(Beginning of PROVIDED RECORDS)

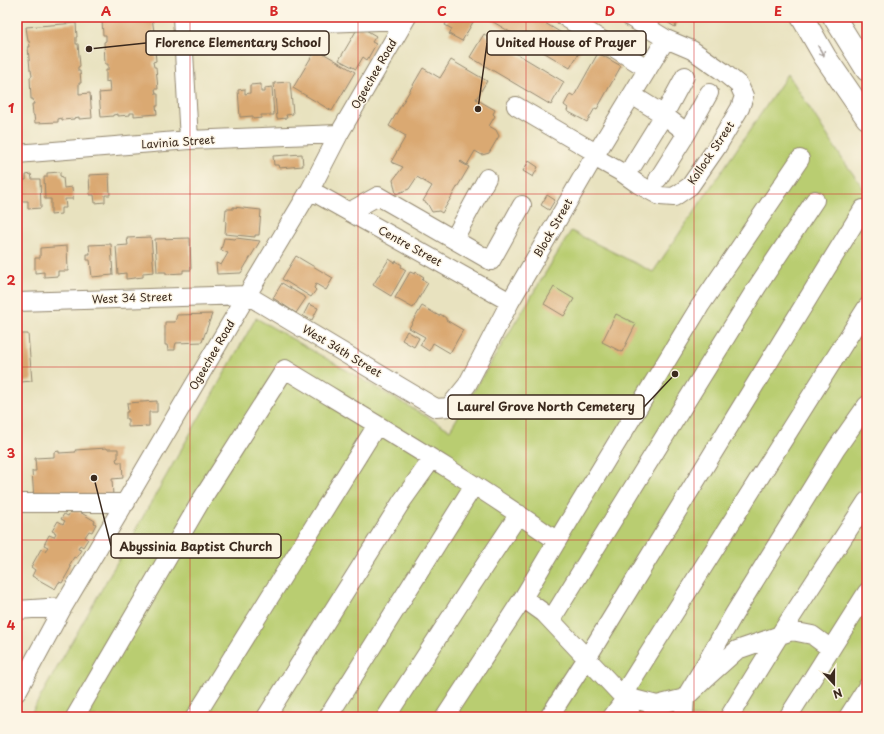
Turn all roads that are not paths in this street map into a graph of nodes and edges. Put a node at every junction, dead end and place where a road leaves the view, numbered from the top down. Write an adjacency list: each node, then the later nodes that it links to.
1 (565, 17): 8 (street)
2 (802, 17): 15 (highway, one-way to 15)
3 (834, 17): 9 (highway)
4 (634, 18): 7 (street)
5 (406, 19): 6 (street); 17 (street, Ogeechee Road)
6 (182, 22): 18 (street)
7 (666, 39): 8 (street, Block Street); 20 (street, Kollock Street)
8 (648, 69): 12 (street, Block Street)
9 (867, 70)
10 (685, 76): 14 (street)
11 (709, 93): 16 (street)
12 (632, 95): 14 (street); 20 (street, Block Street)
13 (516, 106): 20 (street, Kollock Street)
14 (664, 115): 16 (street); 22 (street)
15 (867, 118)
16 (687, 133): 24 (street)
17 (339, 134): 18 (street, Lavinia Street); 25 (street, Ogeechee Road)
18 (189, 140): 19 (street, Lavinia Street)
19 (17, 154)
20 (595, 155): 35 (street, Block Street)
21 (800, 159): 46 (street)
22 (633, 165)
23 (488, 178): 30 (street)
24 (658, 179)
25 (310, 190): 29 (street, Centre Street); 33 (street, Ogeechee Road)
26 (815, 200): 52 (street)
27 (522, 205): 31 (street)
28 (863, 209): 55 (street)
29 (349, 212): 30 (street); 32 (street, Centre Street)
30 (454, 239): 31 (street)
31 (480, 254): 32 (street)
32 (467, 278): 35 (street, Centre Street)
33 (247, 294): 34 (street, West 34 Street); 38 (street, West 34th Street); 44 (street, Ogeechee Road)
34 (17, 302)
35 (510, 302): 38 (street, Block Street)
36 (867, 307): 58 (street)
37 (867, 405): 59 (street)
38 (436, 408)
39 (377, 425): 40 (street); 60 (street); 61 (street)
40 (432, 459): 41 (street); 62 (street)
41 (474, 485): 45 (street); 63 (street)
42 (867, 501): 53 (street)
43 (17, 503): 44 (street)
44 (126, 503): 50 (street, Ogeechee Road)
45 (519, 514): 46 (street); 64 (street)
46 (557, 541): 48 (street)
47 (867, 592): 54 (street)
48 (523, 598): 52 (street); 65 (street)
49 (17, 605): 51 (street)
50 (63, 607): 51 (street); 57 (street, Ogeechee Road)
51 (17, 610)
52 (550, 620): 55 (street)
53 (779, 636): 54 (street); 59 (street); 70 (street)
54 (831, 649): 71 (street)
55 (586, 658): 58 (street); 66 (street)
56 (867, 687): 72 (street)
57 (17, 692)
58 (623, 697): 59 (street); 67 (street); 68 (street)
59 (685, 698): 69 (street)
60 (75, 717)
61 (195, 717)
62 (266, 717)
63 (328, 717)
64 (386, 717)
65 (445, 717)
66 (549, 717)
67 (612, 717)
68 (631, 717)
69 (682, 717)
70 (729, 717)
71 (788, 717)
72 (848, 717)

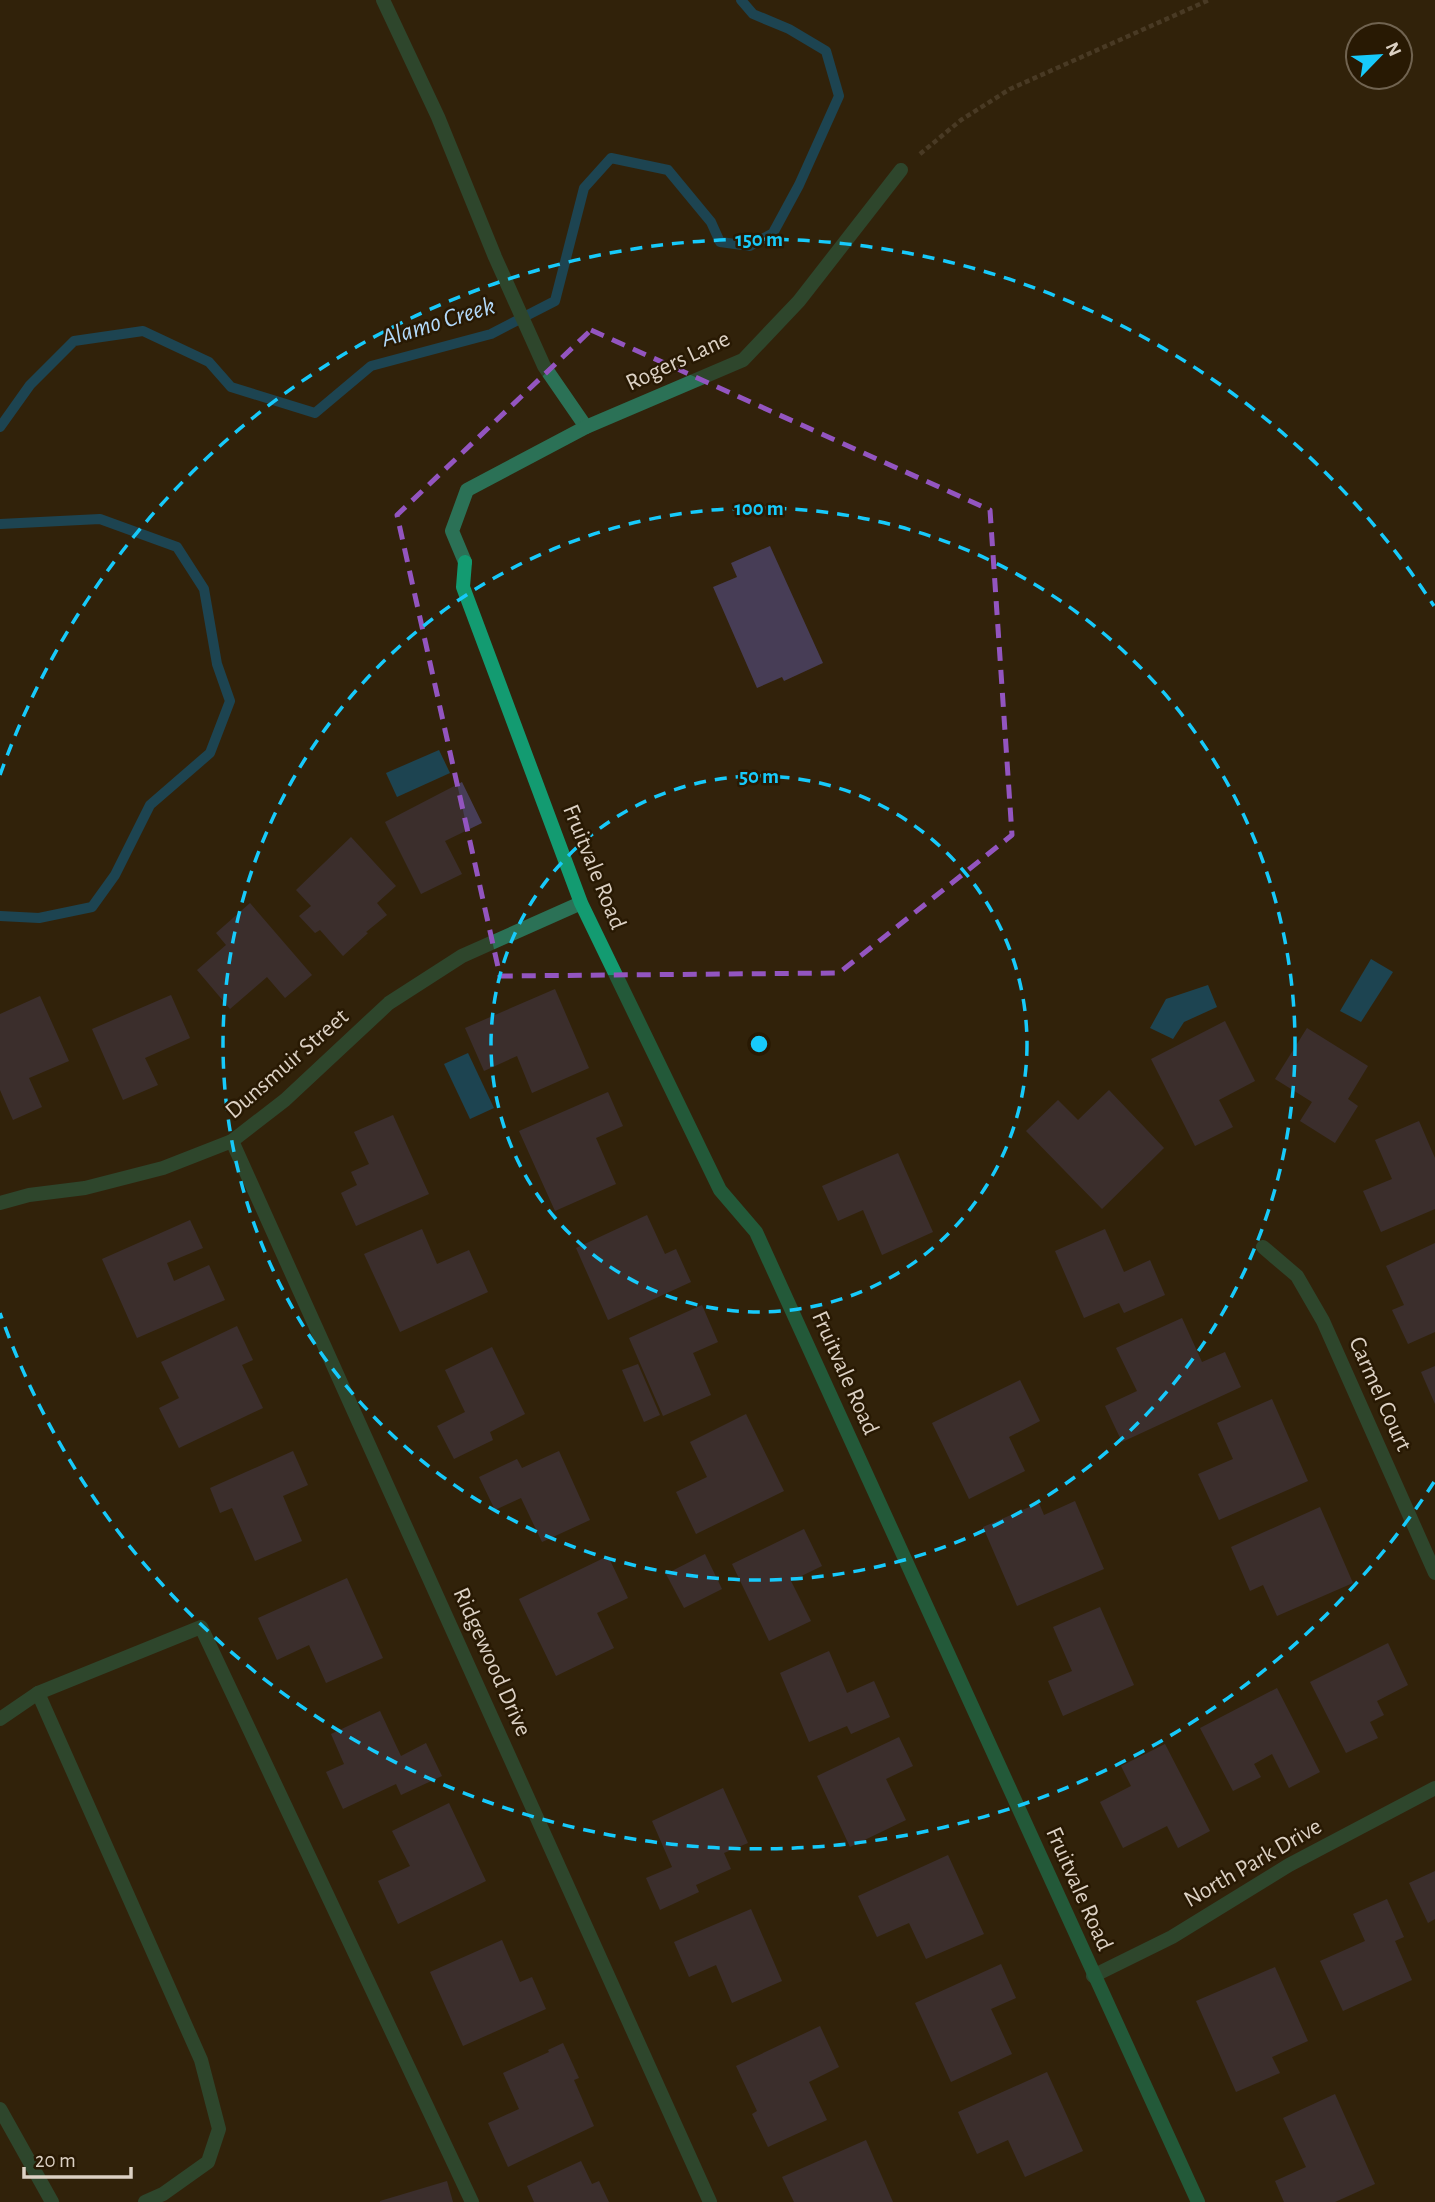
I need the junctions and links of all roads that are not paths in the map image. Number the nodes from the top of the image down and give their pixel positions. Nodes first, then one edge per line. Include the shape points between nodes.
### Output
1 (383, 0) edge
2 (901, 170) road end
3 (586, 427) junction
4 (466, 562) joint
5 (581, 904) junction
6 (232, 1141) junction
7 (0, 1203) edge
8 (1263, 1247) dead end
9 (1435, 1573) edge
10 (38, 1693) junction
11 (0, 1719) edge
12 (1435, 1788) edge
13 (1093, 1976) junction
14 (0, 2109) edge
15 (52, 2202) edge
16 (145, 2202) edge
17 (472, 2202) edge
18 (710, 2202) edge
19 (1198, 2202) edge

1 - 3 street via 544,366
2 - 3 street, Rogers Lane via 799,301 743,360
3 - 4 street, Rogers Lane via 467,490 453,531
4 - 5 street, Fruitvale Road via 463,587
5 - 6 street, Dunsmuir Street via 462,956 390,1003 285,1100
5 - 13 street, Fruitvale Road via 720,1190 756,1232
6 - 7 street, Dunsmuir Street via 163,1168
6 - 18 street, Ridgewood Drive
8 - 9 street, Carmel Court via 1297,1276 1323,1321
10 - 11 street
10 - 16 street via 201,2060 219,2129 208,2162
10 - 17 street via 201,1627
12 - 13 street, North Park Drive via 1289,1865 1172,1937
13 - 19 street, Fruitvale Road
14 - 15 street

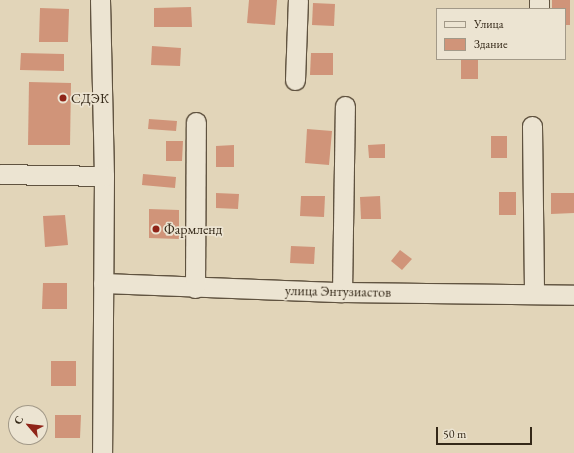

(End of PROVIDED RECORDS)

● **WORK INSTRUCTIONS**
When a line above includes the word "Lavinia", please list that line.

● **TASK SOLUTION**
17 (339, 134): 18 (street, Lavinia Street); 25 (street, Ogeechee Road)
18 (189, 140): 19 (street, Lavinia Street)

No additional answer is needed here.